‘Big US banks plotted to curb rivalry in interest-rate swaps’
US media reports said Thursday that a class action lawsuit, filed Wednesday, accuses 10 of Wall Street's biggest banks and two trading platforms of conspiring to curb rivalry in the $320 trillion market.
The class action lawsuit, filed in the US District Court in Manhattan, accuses Goldman Sachs Group, Bank of America Merrill Lynch, JPMorgan Chase, Citigroup, Credit Suisse Group, Barclays, BNP Paribas, UBS, Deutsche Bank, and the Royal Bank of Scotland of colluding to prevent the trading of interest rate swaps on electronic exchanges, like the ones on which stocks are traded, according to Reuters.

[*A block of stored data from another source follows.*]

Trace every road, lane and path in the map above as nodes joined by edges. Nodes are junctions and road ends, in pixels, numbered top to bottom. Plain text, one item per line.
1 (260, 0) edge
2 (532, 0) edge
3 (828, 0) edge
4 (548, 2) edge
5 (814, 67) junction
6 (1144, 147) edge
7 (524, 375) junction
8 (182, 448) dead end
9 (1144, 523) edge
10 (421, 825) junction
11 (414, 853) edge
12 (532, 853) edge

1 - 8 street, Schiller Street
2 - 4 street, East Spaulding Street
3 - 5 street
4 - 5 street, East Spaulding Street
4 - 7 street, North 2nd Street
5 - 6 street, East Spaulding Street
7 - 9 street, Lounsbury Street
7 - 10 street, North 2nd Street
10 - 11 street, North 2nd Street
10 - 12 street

As a result, the lawsuit says, banks have successfully prevented new competition from non-banks in the lucrative market for dealing interest rate swaps, the world's most commonly traded derivative.
The banks "have been able to extract billions of dollars in monopoly rents, year after year, from the class members in this case," the lawsuit alleged.
Goldman Sachs, Citigroup, Bank of America, BNP Paribas, Credit Suisse and Royal Bank of Scotland declined to comment, the report said, adding that JP Morgan, Barclays, Deutsche Bank and UBS were not immediately available to comment.
The lawsuit was brought by The Public School Teachers' Pension and Retirement Fund of Chicago, which purchased interest rate swaps from multiple banks to help the fund hedge against interest rate risk on debt.
As a result of the banks' collusion, the Chicago teachers' pension and retirement fund reportedly overpaid for those swaps.
The suit says since at least 2007, the banks "have jointly threatened, boycotted, coerced, and otherwise eliminated any entity or practice that had the potential to bring exchange trading to buyside investors."
"Defendants did this for one simple reason: to preserve an extraordinary profit center," it noted.
The banks masked their collusion by using code-names for joint projects such as "Lily," "Fusion," and "Valkyrie," according to the suit.
The suit also accused broking platforms ICAP and Tradeweb, which control key cogs in the infrastructure of the swaps market, of facilitating the antitrust violations by acting as a forum for collusion and making business decisions on the banks' behalf.
Similar allegations of bank collusion in the market for another type of derivative known as credit default swaps, have been the subject of investigations by the United States Department of Justice and the European Commission, as well as a separate class action lawsuit brought by investors.
In September, twelve banks and two industry groups settled that lawsuit by agreeing to pay $1.87 billion, making it one of the largest antitrust class action lawsuits in US history.